Why Growing Your Own Talent Is Good for Business

by September 26, 2025

For many SMEs, growth often hinges on one big question: hire from outside your organisation or invest in who you already have?

In today’s talent market – shaped by changing expectations, rising recruitment costs and tighter budgets – the answer is increasingly clear. Supporting internal development doesn’t just boost retention and reduce churn, it helps businesses build confident, capable teams who understand the company, live its values and are ready to lead it into the future.

At Chubb Fire & Security, we call this approach Building Great Leaders – our long-term commitment to helping people grow, wherever they are in the business. From apprenticeships and mentoring to personalised learning and internal mobility, we aim to equip every employee to take the next step in their career.

This isn’t just good for culture. It’s good for business.

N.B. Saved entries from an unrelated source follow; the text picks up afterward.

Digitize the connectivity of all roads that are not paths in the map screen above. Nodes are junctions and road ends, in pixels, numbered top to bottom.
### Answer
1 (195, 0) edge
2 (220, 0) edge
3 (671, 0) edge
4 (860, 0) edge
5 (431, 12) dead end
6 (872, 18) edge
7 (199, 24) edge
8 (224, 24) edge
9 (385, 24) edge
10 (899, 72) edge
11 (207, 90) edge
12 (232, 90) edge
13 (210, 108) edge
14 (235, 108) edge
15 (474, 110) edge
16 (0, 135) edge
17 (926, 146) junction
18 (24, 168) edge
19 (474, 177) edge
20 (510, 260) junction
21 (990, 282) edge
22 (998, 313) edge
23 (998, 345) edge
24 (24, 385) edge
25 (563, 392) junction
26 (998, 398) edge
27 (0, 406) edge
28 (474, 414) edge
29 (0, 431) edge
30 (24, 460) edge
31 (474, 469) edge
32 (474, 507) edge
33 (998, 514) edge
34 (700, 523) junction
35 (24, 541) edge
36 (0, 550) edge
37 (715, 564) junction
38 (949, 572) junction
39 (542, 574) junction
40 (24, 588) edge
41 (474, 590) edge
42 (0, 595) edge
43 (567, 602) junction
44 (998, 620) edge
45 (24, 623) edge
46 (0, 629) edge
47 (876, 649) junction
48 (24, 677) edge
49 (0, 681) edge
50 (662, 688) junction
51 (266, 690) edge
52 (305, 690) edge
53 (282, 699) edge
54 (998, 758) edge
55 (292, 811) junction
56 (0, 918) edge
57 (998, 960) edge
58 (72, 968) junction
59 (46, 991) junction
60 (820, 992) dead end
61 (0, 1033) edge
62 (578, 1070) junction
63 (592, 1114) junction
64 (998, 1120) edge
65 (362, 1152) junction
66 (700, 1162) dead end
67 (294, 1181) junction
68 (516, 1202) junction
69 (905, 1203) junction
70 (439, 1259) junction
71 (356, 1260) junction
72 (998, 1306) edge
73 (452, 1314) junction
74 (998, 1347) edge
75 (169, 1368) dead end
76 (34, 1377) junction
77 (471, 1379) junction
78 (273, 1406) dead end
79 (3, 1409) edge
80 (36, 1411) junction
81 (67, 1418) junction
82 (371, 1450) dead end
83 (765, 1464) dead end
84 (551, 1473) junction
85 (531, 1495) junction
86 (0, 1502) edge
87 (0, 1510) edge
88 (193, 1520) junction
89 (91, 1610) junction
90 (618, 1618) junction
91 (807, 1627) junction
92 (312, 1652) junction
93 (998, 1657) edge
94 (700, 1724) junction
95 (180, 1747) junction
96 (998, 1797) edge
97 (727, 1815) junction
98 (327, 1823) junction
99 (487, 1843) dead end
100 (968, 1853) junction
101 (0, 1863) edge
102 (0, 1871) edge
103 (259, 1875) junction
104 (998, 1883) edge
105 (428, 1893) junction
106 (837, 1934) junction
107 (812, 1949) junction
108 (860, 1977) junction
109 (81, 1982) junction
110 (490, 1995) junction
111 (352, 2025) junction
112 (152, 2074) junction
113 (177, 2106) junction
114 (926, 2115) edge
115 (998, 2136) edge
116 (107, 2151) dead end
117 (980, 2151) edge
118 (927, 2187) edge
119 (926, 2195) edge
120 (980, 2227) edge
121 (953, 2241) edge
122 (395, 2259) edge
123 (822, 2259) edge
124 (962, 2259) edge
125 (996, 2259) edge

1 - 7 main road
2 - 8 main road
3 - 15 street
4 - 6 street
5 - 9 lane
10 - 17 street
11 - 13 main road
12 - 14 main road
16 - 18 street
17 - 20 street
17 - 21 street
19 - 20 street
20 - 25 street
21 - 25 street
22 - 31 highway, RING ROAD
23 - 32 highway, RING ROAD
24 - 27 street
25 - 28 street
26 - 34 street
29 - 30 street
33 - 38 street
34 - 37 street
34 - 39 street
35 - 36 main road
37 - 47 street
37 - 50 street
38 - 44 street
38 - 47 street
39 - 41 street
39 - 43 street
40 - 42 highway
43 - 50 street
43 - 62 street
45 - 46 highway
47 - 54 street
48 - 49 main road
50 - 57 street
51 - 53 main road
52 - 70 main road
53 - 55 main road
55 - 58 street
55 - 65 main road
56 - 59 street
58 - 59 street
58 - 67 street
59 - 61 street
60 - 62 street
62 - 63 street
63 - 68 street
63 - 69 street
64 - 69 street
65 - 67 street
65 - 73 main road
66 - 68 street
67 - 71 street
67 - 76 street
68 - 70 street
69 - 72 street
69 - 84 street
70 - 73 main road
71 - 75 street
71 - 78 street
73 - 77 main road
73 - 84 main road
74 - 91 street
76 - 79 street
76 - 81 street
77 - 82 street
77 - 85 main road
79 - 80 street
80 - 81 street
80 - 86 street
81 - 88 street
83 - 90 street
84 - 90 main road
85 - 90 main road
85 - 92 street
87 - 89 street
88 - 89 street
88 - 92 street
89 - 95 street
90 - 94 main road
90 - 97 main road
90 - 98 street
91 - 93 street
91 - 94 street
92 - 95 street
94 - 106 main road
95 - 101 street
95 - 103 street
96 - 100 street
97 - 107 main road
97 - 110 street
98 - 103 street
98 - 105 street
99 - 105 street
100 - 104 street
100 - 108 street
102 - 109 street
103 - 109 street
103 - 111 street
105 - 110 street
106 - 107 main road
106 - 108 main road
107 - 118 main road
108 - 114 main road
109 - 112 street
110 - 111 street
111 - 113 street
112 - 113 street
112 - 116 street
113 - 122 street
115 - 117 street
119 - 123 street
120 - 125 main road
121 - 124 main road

Why Internal Development Pays Off

The case for growing talent from within has never been stronger.

According to LinkedIn’s Workplace Learning Report 20251, career progression is the top motivation for learning, and organisations that are classified as “career development champions” – those with robust internal development programmes – tend to outperform others on key metrics like retention, engagement and internal mobility.

Meanwhile, a 2025 UK Government rapid review2 found strong links between learning and development and improved employee engagement, retention, wellbeing and job satisfaction – particularly when learning and development  opportunities were clearly connected to individual goals and supported by managers.

For SMEs, that’s a major opportunity. Smaller teams mean greater visibility, faster decision-making and more flexibility to shape roles around people, rather than trying to fit people into roles.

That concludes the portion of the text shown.